Source information:
════════════════════

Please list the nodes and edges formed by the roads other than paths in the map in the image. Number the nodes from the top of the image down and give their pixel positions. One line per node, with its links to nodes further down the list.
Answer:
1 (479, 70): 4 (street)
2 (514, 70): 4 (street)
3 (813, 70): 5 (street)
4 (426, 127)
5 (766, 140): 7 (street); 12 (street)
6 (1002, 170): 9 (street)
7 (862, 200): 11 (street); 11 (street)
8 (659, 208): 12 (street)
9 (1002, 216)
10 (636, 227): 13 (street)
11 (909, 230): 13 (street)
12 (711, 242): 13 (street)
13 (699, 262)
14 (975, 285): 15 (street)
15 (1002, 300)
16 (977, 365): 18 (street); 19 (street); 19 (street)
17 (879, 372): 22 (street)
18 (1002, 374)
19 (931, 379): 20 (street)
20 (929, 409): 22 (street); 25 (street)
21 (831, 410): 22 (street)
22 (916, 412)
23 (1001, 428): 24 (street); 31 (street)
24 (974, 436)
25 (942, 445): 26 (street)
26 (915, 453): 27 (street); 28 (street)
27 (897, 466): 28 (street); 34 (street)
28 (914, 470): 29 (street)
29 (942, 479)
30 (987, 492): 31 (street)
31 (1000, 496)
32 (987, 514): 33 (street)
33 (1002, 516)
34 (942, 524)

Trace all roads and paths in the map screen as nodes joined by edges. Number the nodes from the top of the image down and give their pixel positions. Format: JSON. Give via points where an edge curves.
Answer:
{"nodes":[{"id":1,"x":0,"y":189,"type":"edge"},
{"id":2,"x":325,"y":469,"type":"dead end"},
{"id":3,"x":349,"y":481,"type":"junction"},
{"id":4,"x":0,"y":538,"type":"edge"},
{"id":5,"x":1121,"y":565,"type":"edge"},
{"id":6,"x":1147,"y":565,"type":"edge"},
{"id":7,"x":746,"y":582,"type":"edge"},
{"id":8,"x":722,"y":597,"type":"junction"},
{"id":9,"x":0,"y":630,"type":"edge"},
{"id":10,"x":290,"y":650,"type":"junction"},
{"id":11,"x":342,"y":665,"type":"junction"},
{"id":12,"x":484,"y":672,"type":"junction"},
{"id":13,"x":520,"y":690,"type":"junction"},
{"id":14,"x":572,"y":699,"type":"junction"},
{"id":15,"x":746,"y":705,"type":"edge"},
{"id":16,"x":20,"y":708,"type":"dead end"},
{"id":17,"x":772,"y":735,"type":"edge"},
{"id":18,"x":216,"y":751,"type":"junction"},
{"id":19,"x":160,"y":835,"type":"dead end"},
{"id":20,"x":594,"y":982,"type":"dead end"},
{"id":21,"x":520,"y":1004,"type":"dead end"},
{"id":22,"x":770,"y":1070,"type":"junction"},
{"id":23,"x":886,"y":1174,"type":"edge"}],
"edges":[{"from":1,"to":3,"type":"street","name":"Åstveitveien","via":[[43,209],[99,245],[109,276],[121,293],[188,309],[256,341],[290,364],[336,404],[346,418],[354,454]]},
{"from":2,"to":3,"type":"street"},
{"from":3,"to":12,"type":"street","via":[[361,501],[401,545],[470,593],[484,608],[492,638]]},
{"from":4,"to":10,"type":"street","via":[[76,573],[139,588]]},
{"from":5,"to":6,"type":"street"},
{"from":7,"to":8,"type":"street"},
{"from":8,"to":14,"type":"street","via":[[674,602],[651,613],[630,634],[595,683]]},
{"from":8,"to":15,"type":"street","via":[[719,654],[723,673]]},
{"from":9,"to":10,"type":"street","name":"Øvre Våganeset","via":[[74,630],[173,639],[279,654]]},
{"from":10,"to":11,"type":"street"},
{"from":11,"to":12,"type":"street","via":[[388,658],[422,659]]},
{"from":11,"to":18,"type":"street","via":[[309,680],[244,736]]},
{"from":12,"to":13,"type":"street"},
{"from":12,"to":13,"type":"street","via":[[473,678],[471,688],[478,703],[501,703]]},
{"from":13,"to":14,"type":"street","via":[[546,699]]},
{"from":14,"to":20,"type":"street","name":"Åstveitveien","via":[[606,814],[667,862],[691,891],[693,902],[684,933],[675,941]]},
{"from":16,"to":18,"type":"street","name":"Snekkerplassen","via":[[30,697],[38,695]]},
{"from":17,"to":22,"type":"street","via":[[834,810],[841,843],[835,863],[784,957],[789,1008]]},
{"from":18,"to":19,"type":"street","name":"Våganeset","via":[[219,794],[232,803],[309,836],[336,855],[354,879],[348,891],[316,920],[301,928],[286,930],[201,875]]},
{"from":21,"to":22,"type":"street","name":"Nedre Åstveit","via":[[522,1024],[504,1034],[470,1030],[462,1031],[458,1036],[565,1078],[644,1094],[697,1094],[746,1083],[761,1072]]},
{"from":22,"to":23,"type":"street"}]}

════════════════════

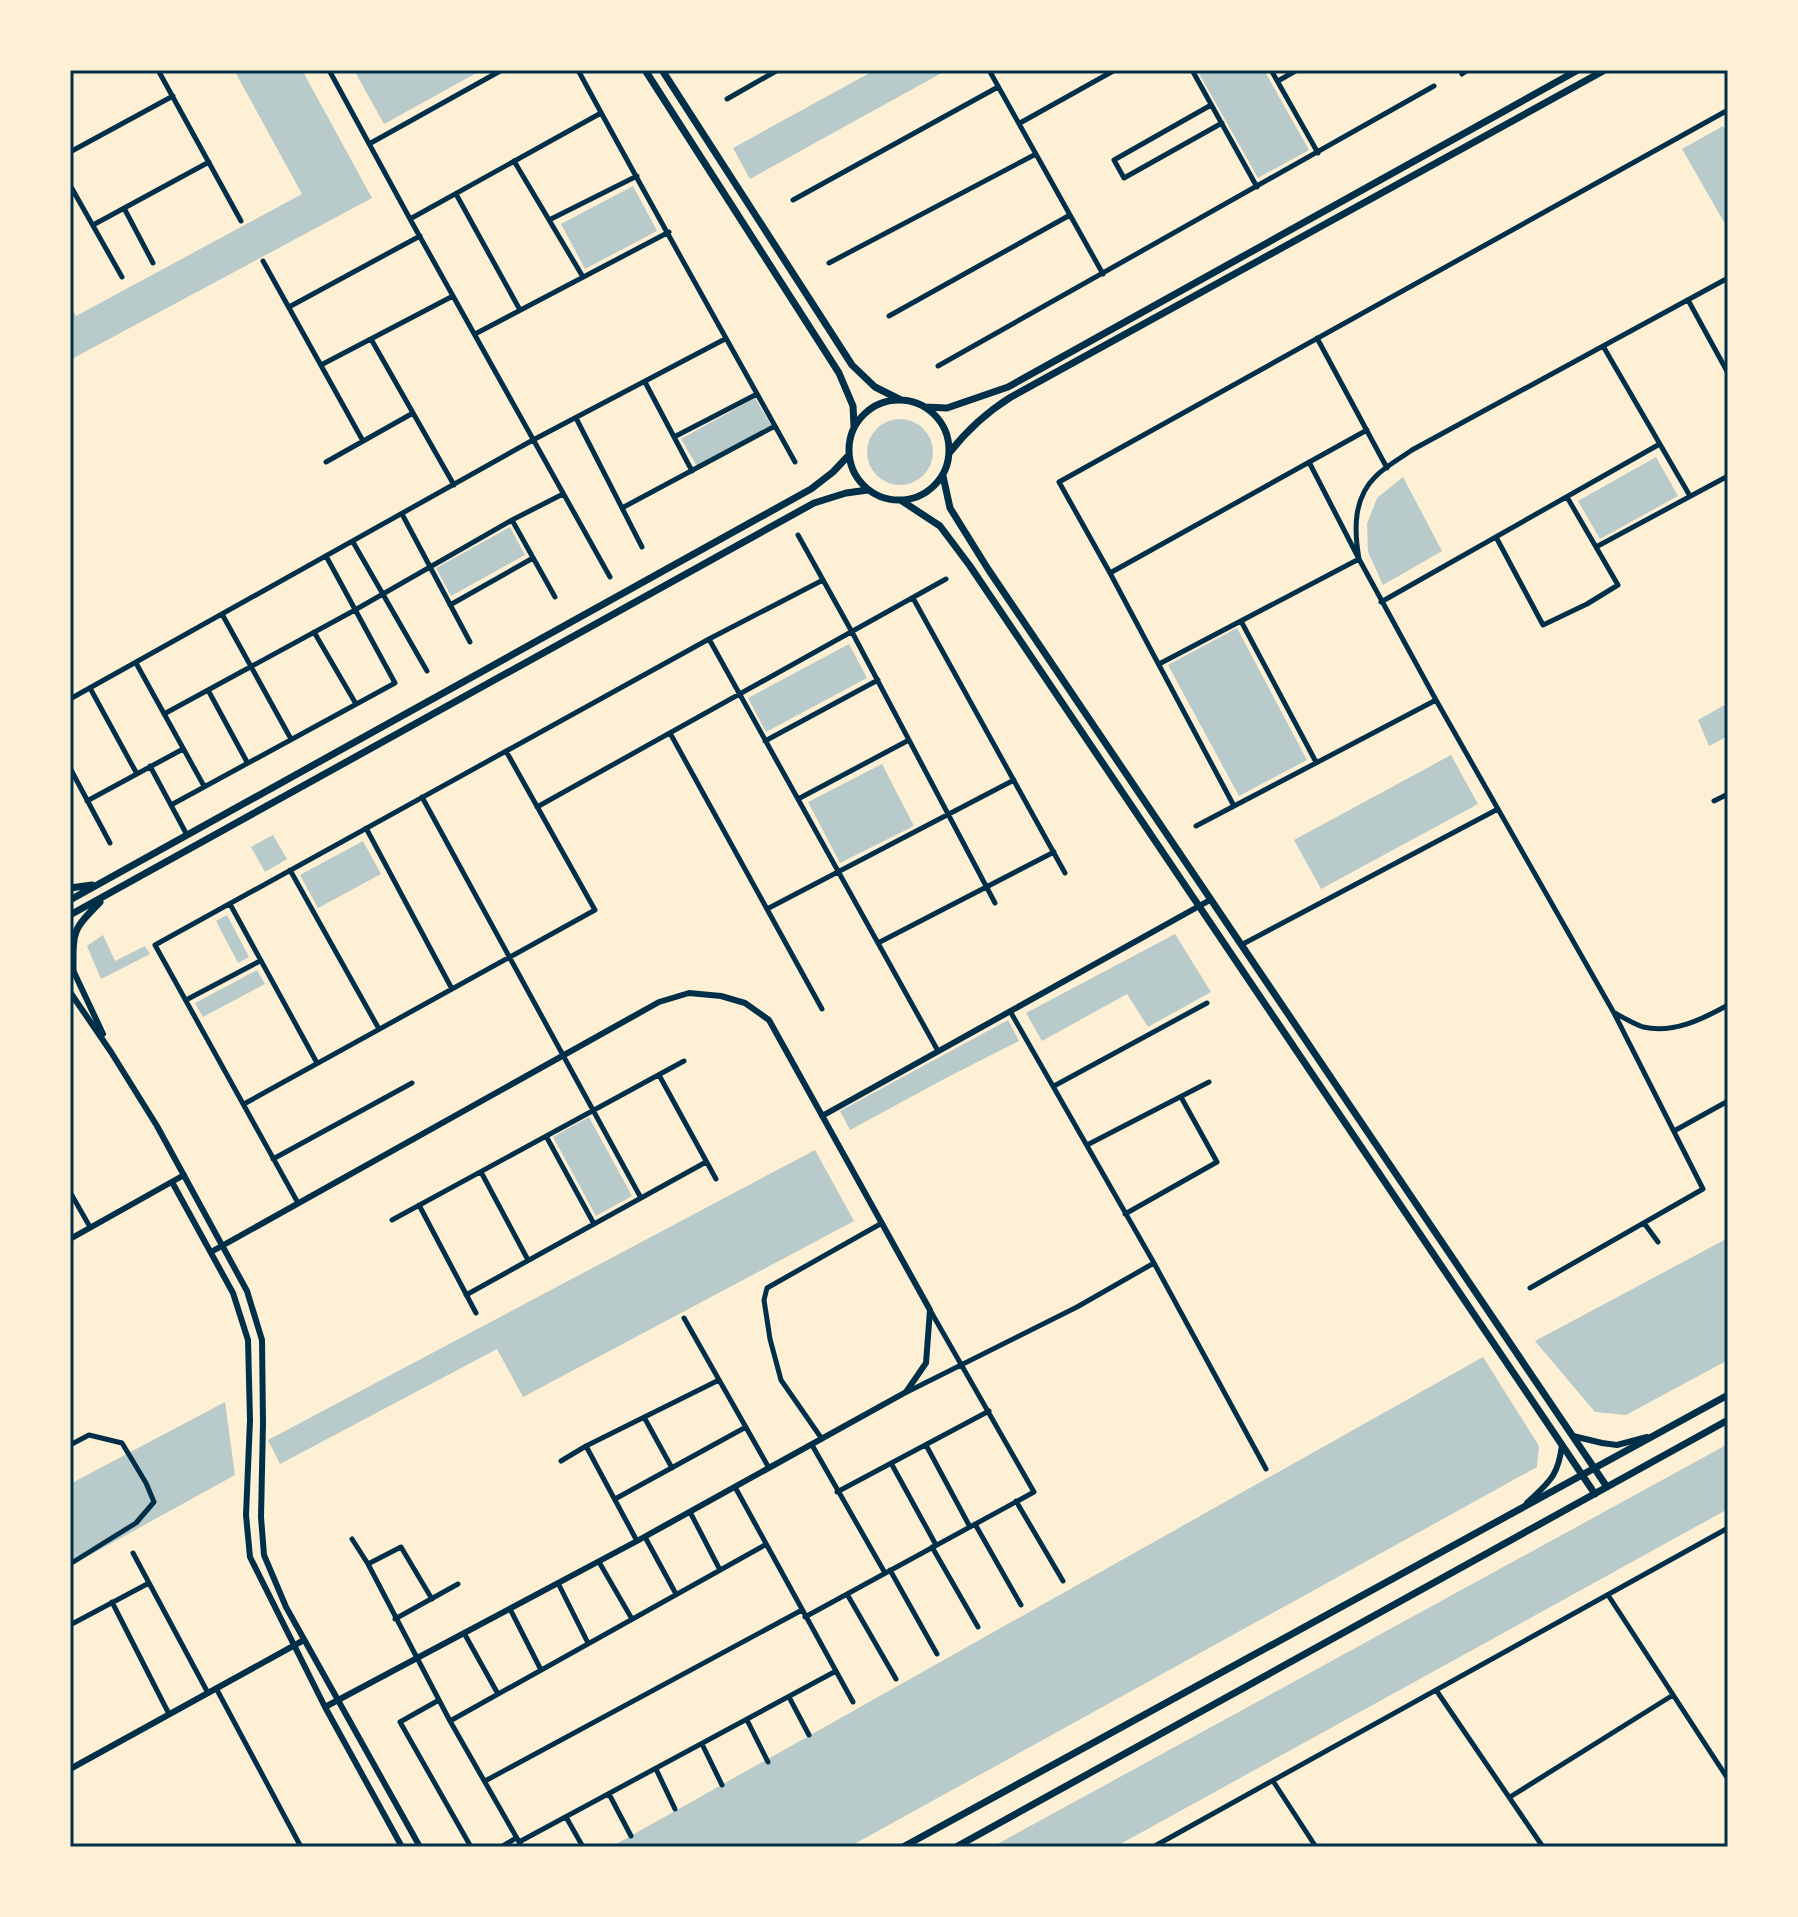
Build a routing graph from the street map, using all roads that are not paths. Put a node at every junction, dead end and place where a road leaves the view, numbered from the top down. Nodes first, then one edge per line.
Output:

════════════════════

What to produce: From the records above, give again exactly the lines running from the line with "Please list the" to the line with "Trace all roads", inclusive.

Exercise output:
Please list the nodes and edges formed by the roads other than paths in the map in the image. Number the nodes from the top of the image down and give their pixel positions. One line per node, with its links to nodes further down the list.
Answer:
1 (479, 70): 4 (street)
2 (514, 70): 4 (street)
3 (813, 70): 5 (street)
4 (426, 127)
5 (766, 140): 7 (street); 12 (street)
6 (1002, 170): 9 (street)
7 (862, 200): 11 (street); 11 (street)
8 (659, 208): 12 (street)
9 (1002, 216)
10 (636, 227): 13 (street)
11 (909, 230): 13 (street)
12 (711, 242): 13 (street)
13 (699, 262)
14 (975, 285): 15 (street)
15 (1002, 300)
16 (977, 365): 18 (street); 19 (street); 19 (street)
17 (879, 372): 22 (street)
18 (1002, 374)
19 (931, 379): 20 (street)
20 (929, 409): 22 (street); 25 (street)
21 (831, 410): 22 (street)
22 (916, 412)
23 (1001, 428): 24 (street); 31 (street)
24 (974, 436)
25 (942, 445): 26 (street)
26 (915, 453): 27 (street); 28 (street)
27 (897, 466): 28 (street); 34 (street)
28 (914, 470): 29 (street)
29 (942, 479)
30 (987, 492): 31 (street)
31 (1000, 496)
32 (987, 514): 33 (street)
33 (1002, 516)
34 (942, 524)

Trace all roads and paths in the map screen as nodes joined by edges. Number the nodes from the top of the image down and give their pixel positions. Format: JSON. Give via points where an edge curves.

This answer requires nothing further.